The diagram is a little confusing because of the way the processes (circles) correspond to the fork() calls in the loop. The three child processes of the main process are created when i is 0, 1, and 2 respectively (see the diagram at the bottom of this post).
Since the loop continues in both the parent and the child process from the point fork was called, this is how the forks happen:
i == 0: fork is called in the original parent. There are now two processes (the top one, and the left one).
i == 1: fork is called in the two existing processes. New children are the leftmost child on the second layer from the bottom, and the middle child on the third layer from the bottom. There are now four processes
i == 2: fork is called in all existing processes. New children are all remaining nodes (the bottom node, the two rightmost nodes in the second layer from the borrom, and the rightmost node in the third layer from the bottom)
i == 3: All 8 processes exit the loop
Here is the diagram again, with numbers indicating what the value of i was in the loop when the process was created:
-1 <--- this is the parent that starts the loop
/ | \
0 1 2
/ \ |
1 2 2
|
2
To understand your diagram you must rely on the behavior of fork: it splits the process in two, creating another process identical to the first (except for the PID) in a new memory location.
If you call it in a loop that's what happen:
When i=0 the first process will be split, creating another process that will start running from exactly this point on (so will skip the first loop). Focusing on the first process, it will continue the loop, generating another process when i=1. The second process, thus, will start from i=1, so will skip the first two loops. The first process will be split last time for i=2. The last copy created, however, will start running from i=2, so it will exit the loop and will not generate anything.
The first copy created will start the loop from i=1, generating two process, while the second copy will start from i=2, generating only one copy.
You can continue this reasoning and understand the rest of the diagram.
As others pointed out, if (pid < 0) is just a check to see if there are errors and does not modify the logic of the code.

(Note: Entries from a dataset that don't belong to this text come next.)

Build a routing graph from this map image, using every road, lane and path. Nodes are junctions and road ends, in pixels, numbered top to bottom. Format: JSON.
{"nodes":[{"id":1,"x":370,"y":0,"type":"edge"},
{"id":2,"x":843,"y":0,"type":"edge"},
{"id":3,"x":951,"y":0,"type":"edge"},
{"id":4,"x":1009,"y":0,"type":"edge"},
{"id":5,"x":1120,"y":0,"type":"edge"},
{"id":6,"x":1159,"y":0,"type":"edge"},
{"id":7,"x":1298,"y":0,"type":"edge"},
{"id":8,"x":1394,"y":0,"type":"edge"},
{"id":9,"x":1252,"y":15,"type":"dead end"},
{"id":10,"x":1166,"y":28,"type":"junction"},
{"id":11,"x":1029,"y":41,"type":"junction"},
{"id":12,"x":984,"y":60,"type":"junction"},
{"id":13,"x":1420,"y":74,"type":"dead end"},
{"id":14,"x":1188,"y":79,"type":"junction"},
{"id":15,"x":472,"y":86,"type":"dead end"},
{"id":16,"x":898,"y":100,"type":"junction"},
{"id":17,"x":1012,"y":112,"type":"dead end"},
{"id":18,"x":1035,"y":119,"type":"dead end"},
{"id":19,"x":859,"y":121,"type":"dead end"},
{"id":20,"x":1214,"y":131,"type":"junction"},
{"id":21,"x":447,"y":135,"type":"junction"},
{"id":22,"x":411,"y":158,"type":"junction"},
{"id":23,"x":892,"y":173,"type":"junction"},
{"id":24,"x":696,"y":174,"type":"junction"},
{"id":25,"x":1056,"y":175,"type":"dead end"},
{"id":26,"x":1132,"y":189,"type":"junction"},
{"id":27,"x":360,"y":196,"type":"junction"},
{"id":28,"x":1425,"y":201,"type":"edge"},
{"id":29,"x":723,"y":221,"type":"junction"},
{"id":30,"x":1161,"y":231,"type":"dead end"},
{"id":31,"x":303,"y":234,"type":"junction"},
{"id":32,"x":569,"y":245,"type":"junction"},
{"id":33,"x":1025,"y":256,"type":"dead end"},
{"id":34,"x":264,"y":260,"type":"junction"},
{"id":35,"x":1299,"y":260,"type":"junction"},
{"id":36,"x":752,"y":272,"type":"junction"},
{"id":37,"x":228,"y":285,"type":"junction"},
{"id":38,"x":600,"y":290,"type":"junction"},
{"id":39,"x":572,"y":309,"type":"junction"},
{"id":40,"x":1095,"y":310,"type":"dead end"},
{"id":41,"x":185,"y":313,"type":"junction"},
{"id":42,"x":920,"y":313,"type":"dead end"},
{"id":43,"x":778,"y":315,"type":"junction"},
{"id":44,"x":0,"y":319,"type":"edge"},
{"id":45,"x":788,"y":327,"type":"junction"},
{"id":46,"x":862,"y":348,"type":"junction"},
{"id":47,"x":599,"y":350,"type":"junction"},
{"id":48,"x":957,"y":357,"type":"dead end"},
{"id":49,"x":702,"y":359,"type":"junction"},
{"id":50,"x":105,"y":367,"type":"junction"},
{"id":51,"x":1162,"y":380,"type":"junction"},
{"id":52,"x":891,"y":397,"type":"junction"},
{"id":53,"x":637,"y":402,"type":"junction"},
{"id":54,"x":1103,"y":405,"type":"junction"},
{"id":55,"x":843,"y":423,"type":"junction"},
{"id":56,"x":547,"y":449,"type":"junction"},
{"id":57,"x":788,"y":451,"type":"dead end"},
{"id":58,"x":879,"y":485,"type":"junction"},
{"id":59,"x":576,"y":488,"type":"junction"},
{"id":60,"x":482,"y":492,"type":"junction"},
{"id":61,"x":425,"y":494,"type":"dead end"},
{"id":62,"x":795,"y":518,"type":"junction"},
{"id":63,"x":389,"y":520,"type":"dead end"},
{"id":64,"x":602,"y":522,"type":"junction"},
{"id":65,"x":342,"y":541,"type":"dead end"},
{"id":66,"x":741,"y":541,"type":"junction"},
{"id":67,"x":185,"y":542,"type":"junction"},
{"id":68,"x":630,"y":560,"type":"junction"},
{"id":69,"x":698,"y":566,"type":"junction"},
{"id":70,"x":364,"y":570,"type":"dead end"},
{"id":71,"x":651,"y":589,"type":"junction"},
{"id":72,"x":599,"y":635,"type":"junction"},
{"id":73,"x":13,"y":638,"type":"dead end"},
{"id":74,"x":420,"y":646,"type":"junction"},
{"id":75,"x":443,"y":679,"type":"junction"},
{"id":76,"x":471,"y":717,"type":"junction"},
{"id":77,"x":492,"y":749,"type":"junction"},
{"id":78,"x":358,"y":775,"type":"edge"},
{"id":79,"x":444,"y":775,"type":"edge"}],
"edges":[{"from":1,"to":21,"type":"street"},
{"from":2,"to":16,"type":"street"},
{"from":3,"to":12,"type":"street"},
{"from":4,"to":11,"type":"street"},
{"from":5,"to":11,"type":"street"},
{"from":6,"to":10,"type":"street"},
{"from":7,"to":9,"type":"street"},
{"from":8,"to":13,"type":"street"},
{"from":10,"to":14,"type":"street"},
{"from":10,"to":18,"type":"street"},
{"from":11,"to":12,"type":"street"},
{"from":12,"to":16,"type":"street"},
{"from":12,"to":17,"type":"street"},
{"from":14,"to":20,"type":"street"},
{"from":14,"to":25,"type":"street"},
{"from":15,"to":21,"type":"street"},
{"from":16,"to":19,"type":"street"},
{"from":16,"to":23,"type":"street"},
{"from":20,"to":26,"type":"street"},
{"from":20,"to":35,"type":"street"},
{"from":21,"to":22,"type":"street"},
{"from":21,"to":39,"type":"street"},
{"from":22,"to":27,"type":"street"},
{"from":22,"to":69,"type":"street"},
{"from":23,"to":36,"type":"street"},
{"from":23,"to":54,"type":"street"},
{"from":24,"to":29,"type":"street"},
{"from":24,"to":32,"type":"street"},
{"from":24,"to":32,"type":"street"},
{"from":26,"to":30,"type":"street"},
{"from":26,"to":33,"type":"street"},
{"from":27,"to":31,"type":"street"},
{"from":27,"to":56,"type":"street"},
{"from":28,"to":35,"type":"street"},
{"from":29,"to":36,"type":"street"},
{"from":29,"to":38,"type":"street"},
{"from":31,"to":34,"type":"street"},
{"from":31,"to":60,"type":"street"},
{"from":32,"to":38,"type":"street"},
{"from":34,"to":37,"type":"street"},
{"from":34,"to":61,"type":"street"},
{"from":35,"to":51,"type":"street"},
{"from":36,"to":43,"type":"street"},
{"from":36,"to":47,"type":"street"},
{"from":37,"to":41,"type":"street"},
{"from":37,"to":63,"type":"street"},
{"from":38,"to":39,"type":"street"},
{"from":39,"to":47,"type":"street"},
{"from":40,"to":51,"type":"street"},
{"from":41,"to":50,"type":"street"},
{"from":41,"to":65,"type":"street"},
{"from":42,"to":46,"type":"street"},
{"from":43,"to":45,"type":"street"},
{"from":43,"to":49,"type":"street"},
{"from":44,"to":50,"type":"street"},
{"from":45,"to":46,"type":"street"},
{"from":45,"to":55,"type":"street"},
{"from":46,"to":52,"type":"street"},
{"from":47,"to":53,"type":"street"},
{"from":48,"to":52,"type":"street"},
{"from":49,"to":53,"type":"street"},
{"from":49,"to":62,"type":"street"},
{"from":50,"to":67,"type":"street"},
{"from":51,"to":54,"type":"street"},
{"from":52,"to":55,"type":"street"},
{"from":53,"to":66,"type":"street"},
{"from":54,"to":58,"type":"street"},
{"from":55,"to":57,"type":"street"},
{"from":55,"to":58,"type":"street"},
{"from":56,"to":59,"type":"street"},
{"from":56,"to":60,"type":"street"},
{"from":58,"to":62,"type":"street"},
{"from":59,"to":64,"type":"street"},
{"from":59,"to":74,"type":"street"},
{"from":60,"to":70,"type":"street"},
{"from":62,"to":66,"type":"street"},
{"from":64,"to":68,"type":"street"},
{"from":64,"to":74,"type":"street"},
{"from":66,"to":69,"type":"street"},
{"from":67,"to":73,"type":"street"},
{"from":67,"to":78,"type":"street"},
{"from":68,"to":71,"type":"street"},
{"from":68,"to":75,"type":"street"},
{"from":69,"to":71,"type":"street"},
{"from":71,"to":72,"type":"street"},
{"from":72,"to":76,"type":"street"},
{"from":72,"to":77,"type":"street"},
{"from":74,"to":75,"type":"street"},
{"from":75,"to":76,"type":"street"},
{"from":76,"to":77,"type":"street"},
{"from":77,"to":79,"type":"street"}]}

fork returns -1 if the fork call failed. it returns the pid in parent and 0 in the child. The condition you're looking at doesn't really matter to the functioning of the code; it's just saying if there's an error with fork then exit the loop. If there's no error in the fork call then the process tree in your diagram will be built.
The reason why is that the same loop will continue running in the child processes. So the children will also continue to fork based on the value of i at the time fork was called.
fork return -1 on error, and 0 or positive else, so the line if (pid < 0) break; says "if there was error, exit from the loop".
Assuming that there is not error, it's something like:
At the beginning, i=0, and you have one process. let's call it p0.
In the line fork();, p0 creates another process. let's call it p1.
In everyone of them, we have i++ (so now i is 1), and we are iterating the loop again.
p0 and p1, separately, have a fork(); command, so everyone of them creates another process. let's call the new processes p2 and p3.
Now, in every process, we have i++, that set i to be 2, and we run the loop again.
Everyone of the 4 processes we have, run the line fork();, and creates a new process. so now we have also p4,p5,p6,p7.
Every process increase its i to 3, and then, since the loop condition is now false, the loop finally ends.
Now, the 8 process arrive (separately) to the next line.
(In fact, every iteration double the number of processes, so if you change the 3 to, for example, 15, you will have 2^15 processes at the end.)